My heart beat wilder with hope that my family might one day be reunited if I made this concession. What was a name in these days when divorce, forbidden under the ancien régime, was now so prevalent, and titles meant nothing? I was born with my father’s name—of the house of Noailles. Then I exchanged it for my husband’s name. Why not change my name again for survival? Perhaps, like Philippe, I could simply choose a new one.
These thoughts buzzed like stinging insects in my poor brain until, at last, the carriage stopped before the department in Le Puy. This was the crucial moment. If they took me all the way to Paris, I would be murdered, but if I could convince these men to set me free, here in this friendlier, faraway province, there was a chance.
My daughter and her aunt insisted upon going with me into the room where I wrote a petition protesting the injustice of my arrest. They looked to me for guidance, because Lafayette couldn’t give it. He was a prisoner. Lafayette, the Hero of Two Worlds, the invincible soldier who never raised a sword to conquer, only to liberate. Nevertheless, he had conquered my heart, and now I feared I would never see him again. So what did it matter now if I put more distance between us?
If I gave up his name . . .
As I reached the place on the page where I was to sign, the tenderhearted guardsman stared intently as if willing me to choose expediency. My pen hesitated. The quill pen shook in my fingers, one of which bled from the glass. That was but a trifle considering the amount of blood they said gushes from the neck when the guillotine falls.
Yes, it is but a trifle, the guardsman’s eyes seemed to say. A name means nothing. Honor means nothing anymore either.
I glanced at Anastasie, so like her father, with an intrepid spirit and the heart of a lion. I was already in agony that my children might soon be orphans, and blinked away tears to think of them shamed by the one thing their father and I could still leave them. Our name.

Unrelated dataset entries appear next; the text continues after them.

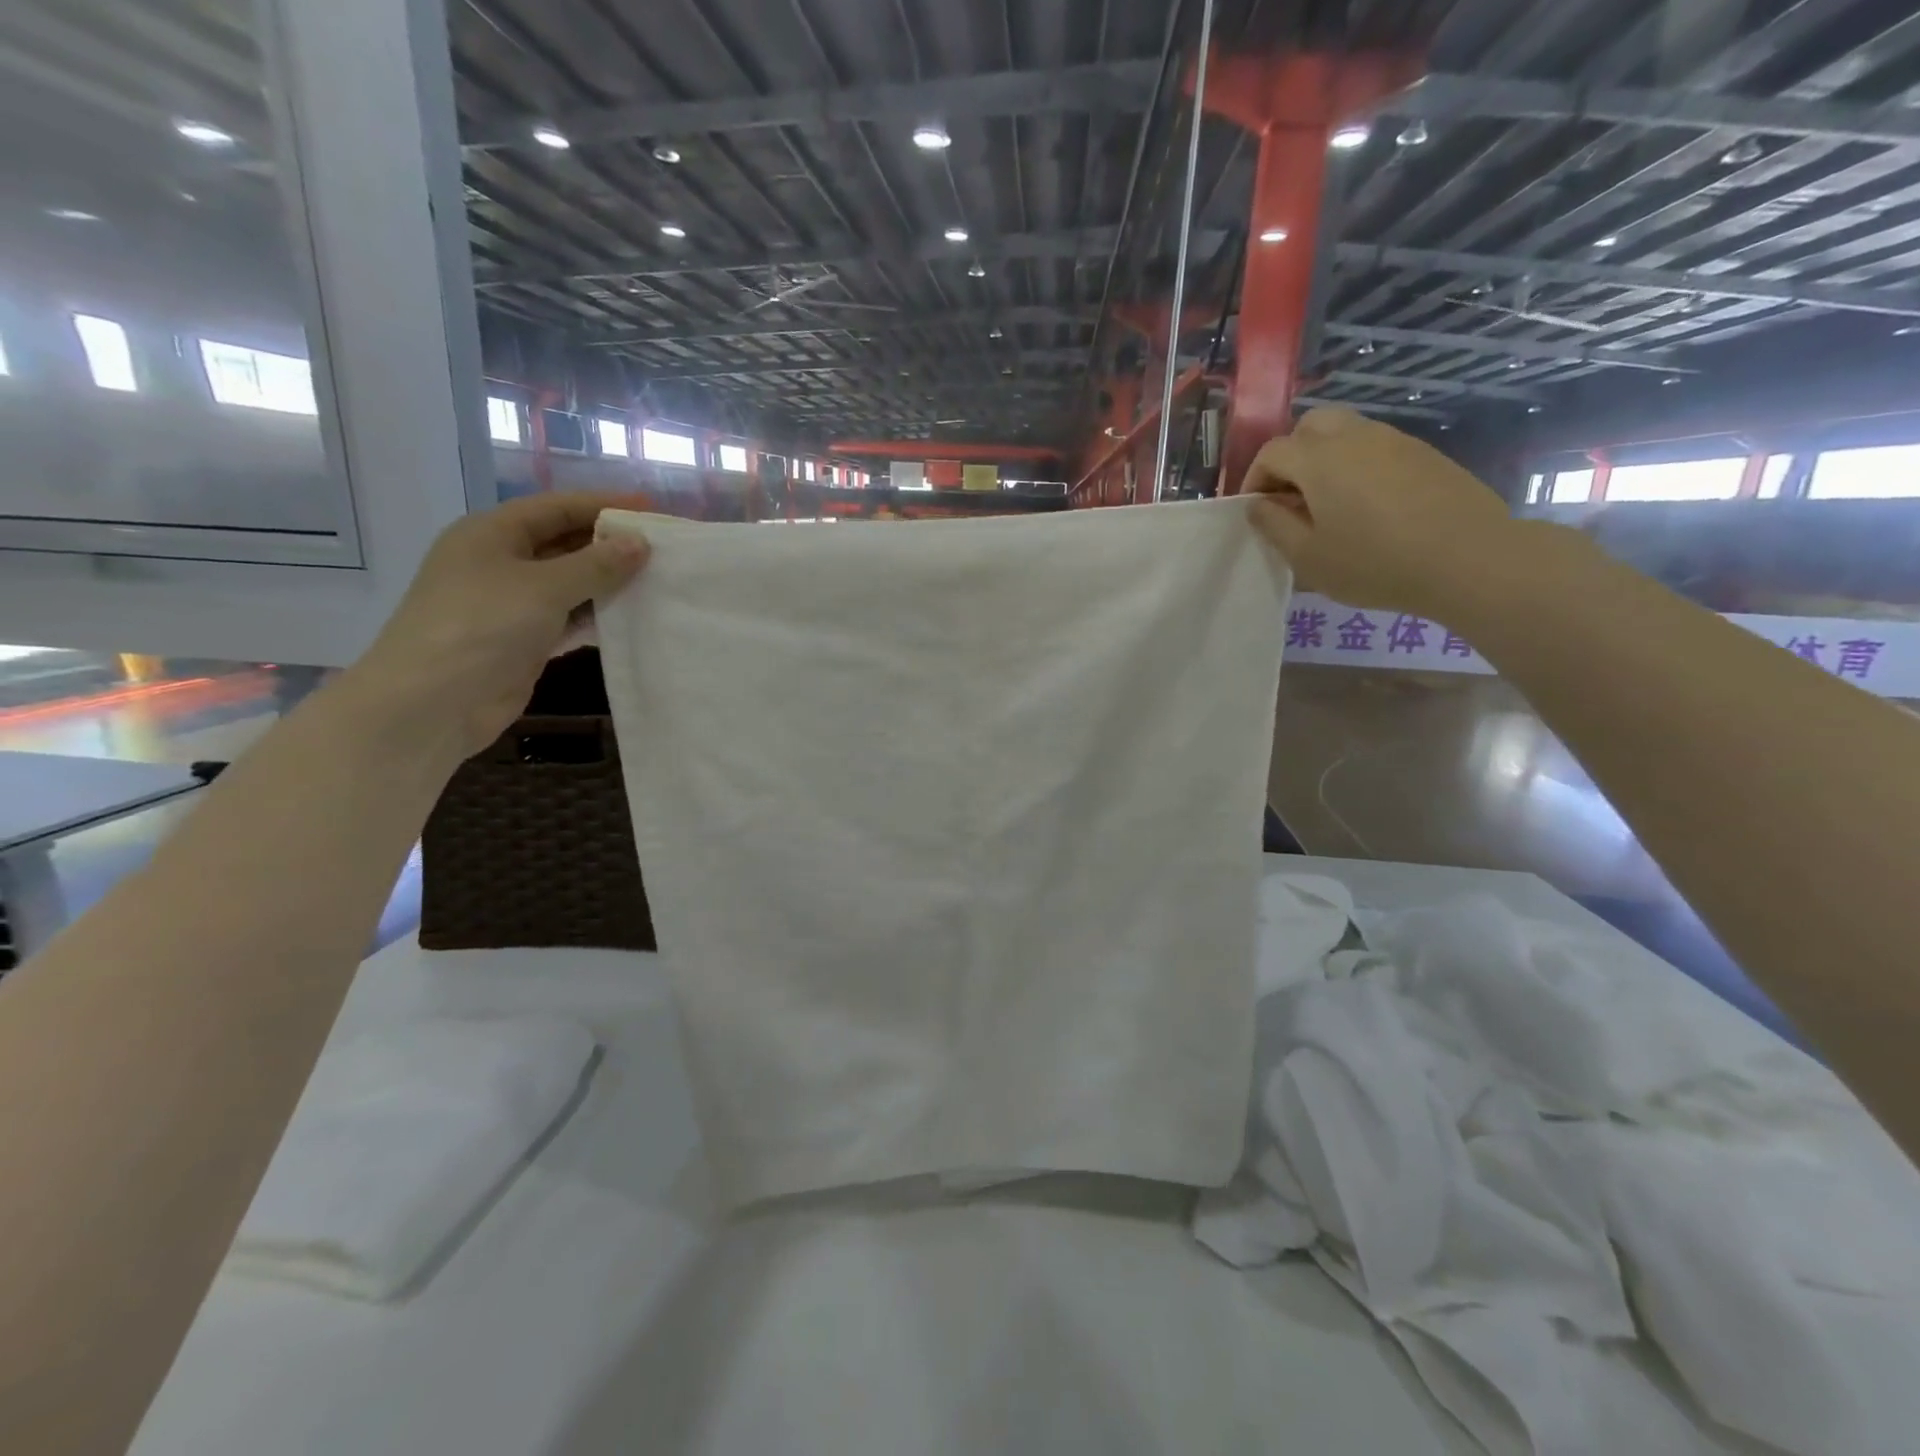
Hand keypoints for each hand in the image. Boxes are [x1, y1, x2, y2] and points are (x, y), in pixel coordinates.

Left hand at [347, 492, 649, 761]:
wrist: (432, 702)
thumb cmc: (482, 627)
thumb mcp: (543, 587)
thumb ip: (596, 564)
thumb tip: (640, 543)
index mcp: (492, 533)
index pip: (557, 507)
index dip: (604, 505)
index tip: (652, 510)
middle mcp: (500, 561)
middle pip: (564, 543)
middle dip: (610, 545)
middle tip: (662, 550)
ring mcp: (510, 603)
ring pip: (569, 583)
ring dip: (608, 582)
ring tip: (657, 581)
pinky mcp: (523, 639)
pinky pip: (568, 617)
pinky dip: (597, 615)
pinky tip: (631, 617)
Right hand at [1241, 408, 1512, 617]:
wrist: (1467, 558)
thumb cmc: (1374, 562)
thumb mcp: (1307, 557)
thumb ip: (1273, 526)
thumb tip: (1258, 504)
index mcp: (1319, 460)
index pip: (1271, 452)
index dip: (1254, 479)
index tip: (1256, 511)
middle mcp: (1354, 436)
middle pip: (1310, 426)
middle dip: (1291, 456)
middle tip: (1291, 497)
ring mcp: (1395, 440)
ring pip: (1346, 432)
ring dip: (1326, 459)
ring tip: (1329, 503)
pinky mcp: (1424, 453)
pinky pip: (1377, 447)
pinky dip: (1359, 465)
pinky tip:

Already, Lafayette was a name people had died for. A name that meant everything to me, but also a name that didn’t belong only to me. It belonged to the ages, where I hoped it might yet inspire great deeds. So I signed in large letters and bold ink what might be my death sentence: la femme Lafayette.
FORTY-SIX
BEATRICE
Paris
May 1917
How glad I was to leave the barren landscape behind, both the one at the war front and the one that had been my fidelity to an empty marriage. These last days with Max had been glorious, and the time flew by too quickly. It is always so when one is happy in the paradise reserved for lovers . . .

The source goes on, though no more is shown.